> Problem description: Using the material that follows, output exactly the lines from the one containing "width:60px; height:60px; margin:-30px;" through the one containing "display:flex; align-items:center; justify-content:space-between;", with both ends kept.

> Extracted records:
============================================================

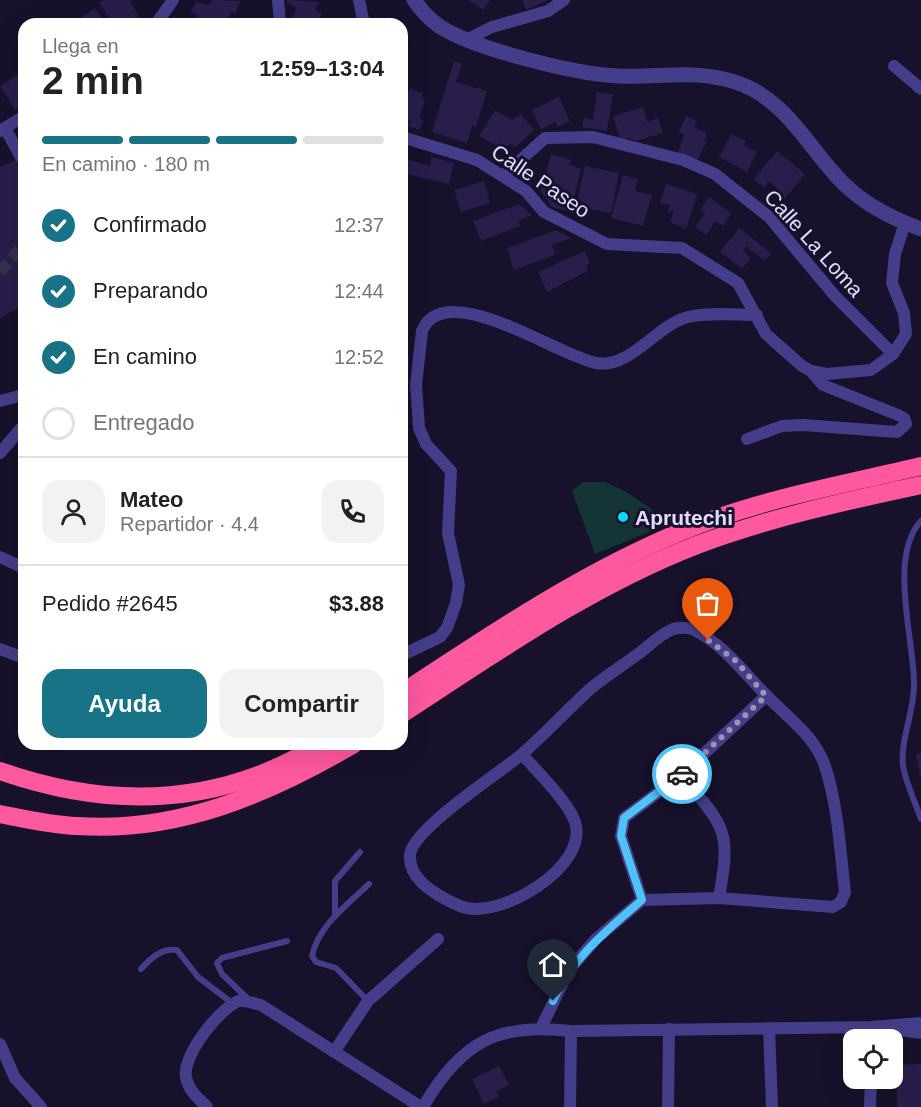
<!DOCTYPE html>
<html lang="es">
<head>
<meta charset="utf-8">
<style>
  body { margin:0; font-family:Arial,sans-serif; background:#f2f2f2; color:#222; height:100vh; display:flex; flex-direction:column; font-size:22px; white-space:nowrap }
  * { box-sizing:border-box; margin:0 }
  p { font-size:20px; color:#767676 }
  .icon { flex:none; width:33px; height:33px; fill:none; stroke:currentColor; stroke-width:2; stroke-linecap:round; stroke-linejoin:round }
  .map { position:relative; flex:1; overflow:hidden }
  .details { position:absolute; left:18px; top:18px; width:390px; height:732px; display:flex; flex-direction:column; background:#fff; border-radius:18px; box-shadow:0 6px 24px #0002 }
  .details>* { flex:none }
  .tools { position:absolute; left:843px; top:1029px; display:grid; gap:12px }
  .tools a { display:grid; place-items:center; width:60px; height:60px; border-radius:12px; background:#fff; box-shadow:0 6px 24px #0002; font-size:30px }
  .pin { position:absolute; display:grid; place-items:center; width:51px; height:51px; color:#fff; margin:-62px -26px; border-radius:50% 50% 50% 0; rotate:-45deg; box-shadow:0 0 6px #0007 }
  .pin .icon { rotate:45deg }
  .courier { position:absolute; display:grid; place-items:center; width:60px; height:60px; margin:-30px; border:4px solid #4fc3f7; border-radius:50%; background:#fff; color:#222; box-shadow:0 2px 8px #0007 }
  .summary em { font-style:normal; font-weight:800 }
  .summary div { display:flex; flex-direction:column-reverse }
  .summary { display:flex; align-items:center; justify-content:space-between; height:102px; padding:0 24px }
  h1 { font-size:39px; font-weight:800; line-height:45px }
  .bar { display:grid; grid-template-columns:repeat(4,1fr); gap:9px 6px; align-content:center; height:72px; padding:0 24px }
  .bar i { height:8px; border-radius:4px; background:#e0e0e0 }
  .bar .current { background:#177385 }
  .bar p { grid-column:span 4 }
  .line { display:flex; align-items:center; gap:15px; padding:0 24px; border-top:2px solid #e0e0e0 }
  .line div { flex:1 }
  .round { display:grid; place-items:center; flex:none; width:63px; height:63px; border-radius:18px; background:#f2f2f2 }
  ol { padding:0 24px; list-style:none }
  li { display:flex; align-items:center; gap:18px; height:66px }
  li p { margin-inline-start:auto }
  li .icon { padding:6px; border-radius:50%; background:#177385; color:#fff; stroke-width:4 }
  li:last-child { color:#767676 }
  li i { width:33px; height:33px; border:3px solid #e0e0e0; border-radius:50% }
  .cta { display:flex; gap:12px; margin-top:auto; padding:12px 24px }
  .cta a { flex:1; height:69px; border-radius:18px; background:#177385; color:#fff; font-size:24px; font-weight:800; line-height:69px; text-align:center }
  .cta a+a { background:#f2f2f2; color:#222 }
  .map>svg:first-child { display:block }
  .green { fill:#143435 }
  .building { fill:#291d4c }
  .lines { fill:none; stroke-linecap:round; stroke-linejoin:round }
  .minor-tunnel { stroke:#352f4b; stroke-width:12; stroke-dasharray:12 6; stroke-linecap:butt }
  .service { stroke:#443d89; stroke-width:6 }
  .minor { stroke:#443d89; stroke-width:12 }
  .tertiary { stroke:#443d89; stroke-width:15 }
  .motorway { stroke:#fe589e; stroke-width:18 }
  .done { stroke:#9a94b5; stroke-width:6; stroke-dasharray:0 10.8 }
  .route { stroke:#4fc3f7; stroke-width:8 }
  .poi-dot { fill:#09d7fd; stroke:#17112b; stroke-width:2 }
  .labels { text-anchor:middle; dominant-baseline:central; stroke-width:6; stroke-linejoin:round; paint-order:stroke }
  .street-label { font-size:21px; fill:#e1dbff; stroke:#17112b }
  .poi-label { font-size:21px; font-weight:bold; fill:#e1dbff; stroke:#17112b; text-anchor:start }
</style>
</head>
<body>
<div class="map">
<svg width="921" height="1107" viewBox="0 0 921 1107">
  <rect width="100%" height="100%" fill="#17112b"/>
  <path class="green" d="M583,482H605L625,491L672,523L595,554L572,491Z"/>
  <g class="building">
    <path d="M104,0H129L139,16L132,21L134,24H113L99,3Z"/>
    <path d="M212,0L241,1L235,13L231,11L227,24H193L198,15L191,12L196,2L209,5Z"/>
    <path d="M287,0L319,2L315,10L322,14L316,24L307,20L305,24H296L290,21L297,8L286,2Z"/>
    <path d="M468,0H490L483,10Z"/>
    <path d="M522,0H548L526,10Z"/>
    <path d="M95,8L106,24H71Z"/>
    <path d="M454,61L462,64L456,82L487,91L476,127L472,126L467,143L432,132Z"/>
    <path d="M20,73L24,79V104L15,110L0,86Z"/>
    <path d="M410,88L423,93L421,98L425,100L419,119L423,120L420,130L408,126L410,121L406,120L402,127V94L407,96Z"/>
    <path d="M597,92L613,94L607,131L582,127L584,118L593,120Z"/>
    <path d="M559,97L570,121L558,127L555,122L541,129L532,110Z"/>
    <path d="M643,107L647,122L658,118L663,133L635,141L628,138L621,141L613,116Z"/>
    <path d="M495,110L512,120L521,114L534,130L516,147L509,144L505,150L479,136Z"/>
    <path d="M686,116L697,121L694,127L707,133L704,140L707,141L696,162L678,154L684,134L679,132Z"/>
    <path d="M24,127V154H23L17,132Z"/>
    <path d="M731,134L746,141L744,145L757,152L747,172L719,157Z"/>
    <path d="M777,151L805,174L782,202L772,194L777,188L769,181L764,188L754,179Z"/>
    <path d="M551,154L571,160L569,165L581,168L571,212L552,207L536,184L545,178Z"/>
    <path d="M24,156V305L0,318V167Z"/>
    <path d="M432,157L454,163L449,184L402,173V158L430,166Z"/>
    <path d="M585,166L619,173L611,213L576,206Z"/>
    <path d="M623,175L638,179L635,191L652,195L643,226L611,218Z"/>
    <path d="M484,181L490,203L461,212L454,190Z"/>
    <path d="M666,184L697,194L686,229L670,222L674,211L668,212L670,205L660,203Z"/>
    <path d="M709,197L731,213L723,226L716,221L706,235L695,227L705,213L700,210Z"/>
    <path d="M519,204L532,215L518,220L520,226L481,241L473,221Z"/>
    <path d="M739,228L771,253L765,261L746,246L743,251L751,258L742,269L720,252Z"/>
    <path d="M556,230L571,238L552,245L555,255L514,270L507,248Z"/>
    <path d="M585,251L590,263L586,265L588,271L547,292L538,272Z"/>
    <path d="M921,753V775H920L916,754Z"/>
    <path d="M921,1064V1107H897L896,1065Z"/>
    <path d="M499,1066L509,1085L496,1091L499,1097L484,1104L472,1079Z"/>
  </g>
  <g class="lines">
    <path class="minor-tunnel" d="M0,272L24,244"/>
    <g class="service">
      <path d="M921,521C888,556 914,640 914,683C915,710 900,739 903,766C906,783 915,802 921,819"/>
      <path d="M335,916V881L360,852"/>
      <path d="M141,969C151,958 161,948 177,950L198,977L232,1003"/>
      <path d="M248,999L222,974L217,963L222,958L287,941"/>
      <path d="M368,1001L336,968L316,962L312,956C318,926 348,904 369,884"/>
    </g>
    <g class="minor">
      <path d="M278,0L280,23"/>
      <path d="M359,0L364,24"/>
      <path d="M156,24L173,0"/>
      <path d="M466,40L492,27L548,11L564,0"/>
      <path d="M894,66L921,89"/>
      <path d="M5,128L21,157"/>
      <path d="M0,131L24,116"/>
      <path d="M402,137L477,160L526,191L544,212L607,244L682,248L738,283L766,334L802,366L811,371L827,374L871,370L893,354L906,334L904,313L892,283L895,254L905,223"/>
      <path d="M503,176L545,138L593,137L683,160L715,174L769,217L835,296L893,354"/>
      <path d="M0,401L24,395"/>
      <path d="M747,439L782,426L803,425L897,432L906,424L904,418L898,415L823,385L811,371"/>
      <path d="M0,453L24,425"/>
      <path d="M0,557L24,568"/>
      <path d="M0,649L24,658"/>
      <path d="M402,655L440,637L447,628L456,603L459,585L448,533L451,471L426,444L419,428L416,385L422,331C444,276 560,357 596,363C631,369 656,325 688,317C709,312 735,315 757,315"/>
      <path d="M522,754C537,772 568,801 575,822C590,867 497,922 460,906C439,897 408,880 410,855C412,829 500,773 522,754C545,734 566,711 589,690C604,677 622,666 638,654C648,647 659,635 671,630C677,627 690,627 696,631C725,646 744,673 767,696C787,717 815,736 825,766C838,806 840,850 845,892L841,902L833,907L719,898L642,900L596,939L569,970L541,1028"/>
      <path d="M680,776C693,790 717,814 722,833C728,853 722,878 719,898"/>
      <path d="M642,900L621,836L624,818L680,776L766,696"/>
      <path d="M880,1027L921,1033"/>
      <path d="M769,1028L772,1107"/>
      <path d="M0,1044L15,1078L41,1107"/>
      <path d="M334,1052L368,1001L438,939"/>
      <path d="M207,1107C198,1098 188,1090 186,1077C182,1055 221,1006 241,1000L261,1005L421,1107"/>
      <path d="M423,1107C460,1043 497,1022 571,1031L871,1027L921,1023"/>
      <path d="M570,1107L571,1031"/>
      <path d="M668,1107L669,1029"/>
      <path d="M870,1107L871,1078"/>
    </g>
    <path class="tertiary" d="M414,0C421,10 429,19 439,26C474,49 575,74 618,76C658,78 696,69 735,82C786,98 808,148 843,183C864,204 893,219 921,229"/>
    <g class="motorway">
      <path d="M402,693C493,633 583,572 685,530C760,499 842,485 921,466"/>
      <path d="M402,714C497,652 591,586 697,545C769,518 846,501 921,485"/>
      <path d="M0,771C111,810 219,807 321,744"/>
      <path d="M0,814C25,819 51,825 77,826C178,833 269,794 354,744"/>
    </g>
  </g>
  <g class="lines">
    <path class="done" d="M682,774L766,696L736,661L708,640"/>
    <path class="route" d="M553,1001C572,958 607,930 642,900L621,836L624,818L682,774"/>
  </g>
  <circle class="poi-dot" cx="623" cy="517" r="6"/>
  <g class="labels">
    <g class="street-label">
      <text transform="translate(541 181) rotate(34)">Calle Paseo</text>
      <text transform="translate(814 243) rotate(48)">Calle La Loma</text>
    </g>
    <g class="poi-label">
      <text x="635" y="517">Aprutechi</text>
    </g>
  </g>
</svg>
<div class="tools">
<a><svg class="icon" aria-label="locate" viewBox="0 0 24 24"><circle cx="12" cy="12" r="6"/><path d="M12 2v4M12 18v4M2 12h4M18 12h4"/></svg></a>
</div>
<div class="pin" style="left:708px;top:640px;background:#ea580c"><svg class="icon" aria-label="bag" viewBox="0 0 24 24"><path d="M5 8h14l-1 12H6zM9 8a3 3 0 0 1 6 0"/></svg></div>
<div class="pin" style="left:553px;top:1001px;background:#1f2937"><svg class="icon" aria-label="home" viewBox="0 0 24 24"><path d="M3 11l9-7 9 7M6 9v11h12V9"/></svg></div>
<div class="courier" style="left:682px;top:774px"><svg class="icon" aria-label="car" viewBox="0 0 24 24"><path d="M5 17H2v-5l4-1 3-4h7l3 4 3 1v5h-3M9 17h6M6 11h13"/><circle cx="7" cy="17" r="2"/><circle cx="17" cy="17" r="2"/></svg></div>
<section class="details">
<div class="summary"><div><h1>2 min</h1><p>Llega en</p></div><em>12:59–13:04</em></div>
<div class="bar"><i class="current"></i><i class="current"></i><i class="current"></i><i></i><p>En camino · 180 m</p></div>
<ol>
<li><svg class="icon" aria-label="check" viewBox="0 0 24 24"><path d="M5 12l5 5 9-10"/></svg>Confirmado<p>12:37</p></li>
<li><svg class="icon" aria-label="check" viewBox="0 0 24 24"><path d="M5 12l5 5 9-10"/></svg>Preparando<p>12:44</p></li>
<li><svg class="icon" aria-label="check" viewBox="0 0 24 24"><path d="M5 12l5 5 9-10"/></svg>En camino<p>12:52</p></li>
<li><i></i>Entregado</li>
</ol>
<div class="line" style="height:108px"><a class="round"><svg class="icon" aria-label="person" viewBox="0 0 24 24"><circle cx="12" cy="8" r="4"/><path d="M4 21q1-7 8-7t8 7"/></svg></a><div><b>Mateo</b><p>Repartidor · 4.4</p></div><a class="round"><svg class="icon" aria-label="phone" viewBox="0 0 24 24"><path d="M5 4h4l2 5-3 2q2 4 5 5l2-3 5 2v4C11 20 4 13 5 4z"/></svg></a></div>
<div class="line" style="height:78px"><div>Pedido #2645</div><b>$3.88</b></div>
<div class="cta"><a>Ayuda</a><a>Compartir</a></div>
</section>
</div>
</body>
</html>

============================================================

> Answer section:
  .courier { position:absolute; display:grid; place-items:center; width:60px; height:60px; margin:-30px; border:4px solid #4fc3f7; border-radius:50%; background:#fff; color:#222; box-shadow:0 2px 8px #0007 }
  .summary em { font-style:normal; font-weight:800 }
  .summary div { display:flex; flex-direction:column-reverse }
  .summary { display:flex; align-items:center; justify-content:space-between; height:102px; padding:0 24px }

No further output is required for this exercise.